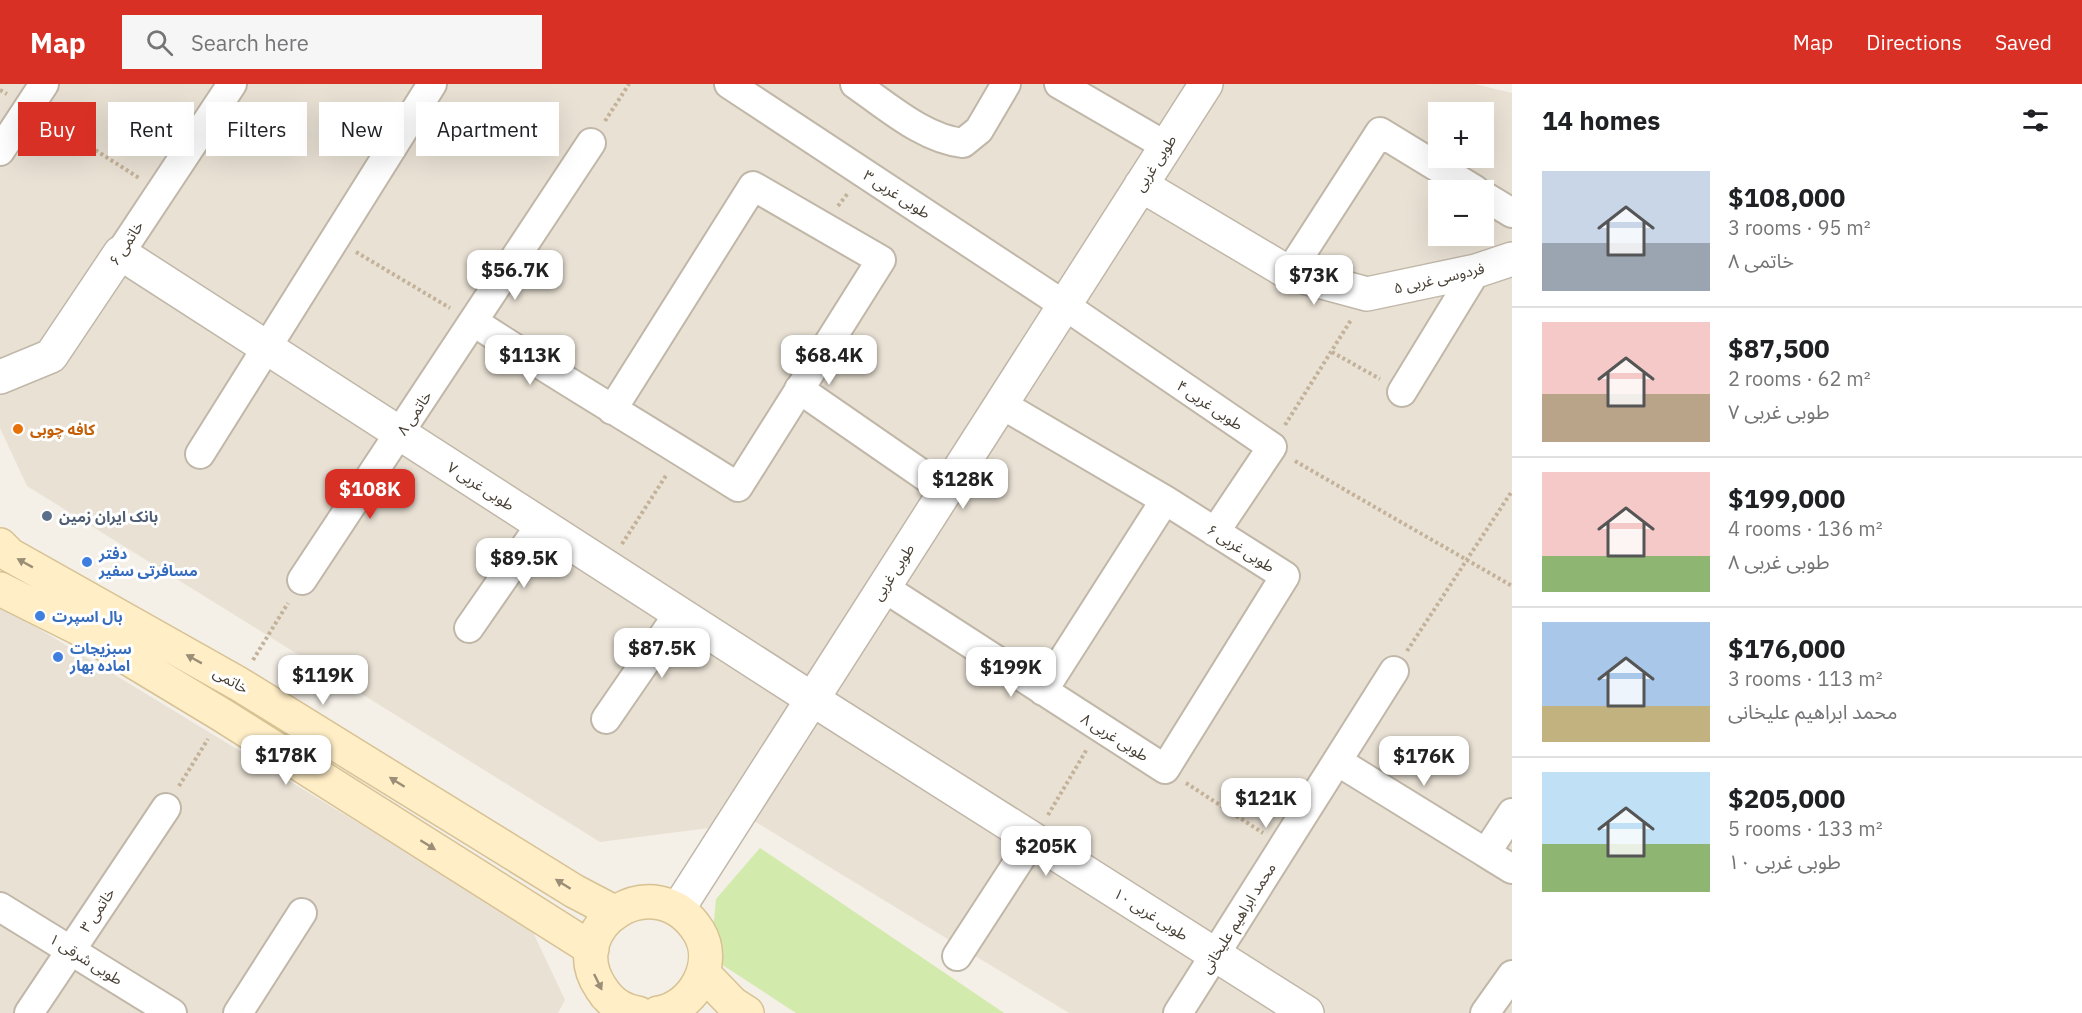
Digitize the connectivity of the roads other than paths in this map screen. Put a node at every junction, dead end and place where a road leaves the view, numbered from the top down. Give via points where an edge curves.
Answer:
1 (44, 84) edge
2 (232, 84) edge
3 (432, 84) edge
4 (729, 84) edge
5 (855, 84) edge
6 (1006, 84) edge
7 (1059, 84) edge
8 (1206, 84) edge
9 (591, 143) road end
10 (1166, 146) junction
11 (0, 151) edge
12 (1459, 180) edge
13 (1141, 185) junction
14 (1494, 202) edge
15 (1512, 213) edge
16 (120, 253) junction
17 (1512, 259) edge
18 (1476, 271) junction
19 (1289, 273) junction
20 (1064, 305) junction
21 (474, 322) junction
22 (266, 347) junction
23 (0, 377) edge
24 (799, 389) junction
25 (1402, 392) road end
26 (1001, 404) junction
27 (612, 410) junction
28 (400, 434) junction
29 (200, 454) dead end
30 (945, 490) junction
31 (1165, 500) junction
32 (541, 524) junction
33 (1215, 532) junction
34 (0, 545) edge
35 (302, 580) road end
36 (883, 587) junction
37 (0, 589) edge
38 (679, 613) junction
39 (469, 628) dead end
40 (1394, 671) road end
41 (1042, 691) junction
42 (812, 699) junction
43 (606, 719) dead end
44 (1337, 760) junction
45 (1165, 769) joint
46 (166, 808) road end
47 (1512, 813) edge
48 (1033, 839) junction
49 (1486, 853) junction
50 (1512, 869) edge
51 (0, 907) edge
52 (678, 909) junction
53 (614, 912) junction
54 (302, 913) dead end
55 (70, 949) junction
56 (592, 950) junction
57 (1214, 954) junction
58 (957, 956) dead end
59 (703, 973) junction
60 (1512, 975) edge
61 (624, 1011) edge
62 (676, 1011) edge
63 (29, 1013) edge
64 (172, 1013) edge
65 (237, 1013) edge
66 (747, 1013) edge
67 (1178, 1013) edge
68 (1307, 1013) edge
69 (1485, 1013) edge

1 - 11 street
2 - 16 street, خاتمی ۶
3 - 22 street
4 - 20 street, طوبی غربی ۳
5 - 6 street via 947,142 963,143 979,130
7 - 10 street
8 - 10 street, طوبی غربی
9 - 21 street, خاتمی ۸
10 - 13 street, طوبی غربی
12 - 19 street via 1380,132
13 - 19 street, فردوسی غربی ۵
13 - 20 street, طوبی غربی
14 - 15 street
16 - 22 street, طوبی غربی ۷
16 - 23 street, خاتمی ۶ via 51,356
17 - 18 street, فردوسی غربی ۵
18 - 19 street, فردوسی غربی ۵ via 1367,294
18 - 25 street
20 - 26 street, طوبی غربی
20 - 33 street, طوبی غربی ۴ via 1272,447
21 - 27 street
21 - 28 street, خاتمی ۸
22 - 28 street, طوبی غربی ۷
22 - 29 street
24 - 27 street via 738,487
24 - 27 street via 881,260 753,186
24 - 30 street
26 - 30 street, طوبی غربی
26 - 31 street, طوبی غربی ۶
28 - 32 street, طوبی غربی ۷
28 - 35 street, خاتمی ۸
30 - 36 street, طوبی غربی
31 - 33 street, طوبی غربی ۶
31 - 41 street
32 - 38 street, طوبی غربی ۷
32 - 39 street
33 - 45 street, طوبی غربی ۶ via 1285,576
53 -> 34 main road, خاتمی via 238,684 10,555
36 - 41 street, طوبی غربی ۸
36 - 42 street, طوبی غربی
37 -> 56 main road via 78,628 222,715
38 - 42 street, طوبی غربی ۷
38 - 43 street
40 - 44 street, محمد ابراهیم علیخانی
41 - 45 street, طوبی غربی ۸
42 - 48 street, طوبی غربی ۱۰
42 - 52 street, طوبی غربی
44 - 49 street
44 - 57 street, محمد ابراهیم علیخانی
46 - 55 street, خاتمی ۳
47 - 49 street
48 - 57 street, طوبی غربی ۱۰
48 - 58 street
49 - 50 street
51 - 55 street, طوبی شرقی ۱
52 - 53 main road via 645,901
52 - 59 main road via 701,936
53 - 56 main road via 600,929
54 - 65 street
55 - 63 street, خاتمی ۳
55 - 64 street, طوبی شرقی ۱
56 -> 61 main road via 597,982
57 - 67 street, محمد ابراهیم علیخانی
57 - 68 street, طوبی غربی ۱۰
59 - 62 main road
59 - 66 main road
60 - 69 street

* * * *

**REQUIREMENT**
Check each line of the entries for the string "علیخانی". Copy the lines that have it.

**RESPONSE TO THE EXERCISE**
40 - 44 street, محمد ابراهیم علیخانی
44 - 57 street, محمد ابراهیم علیخانی
57 - 67 street, محمد ابراهیم علیخانی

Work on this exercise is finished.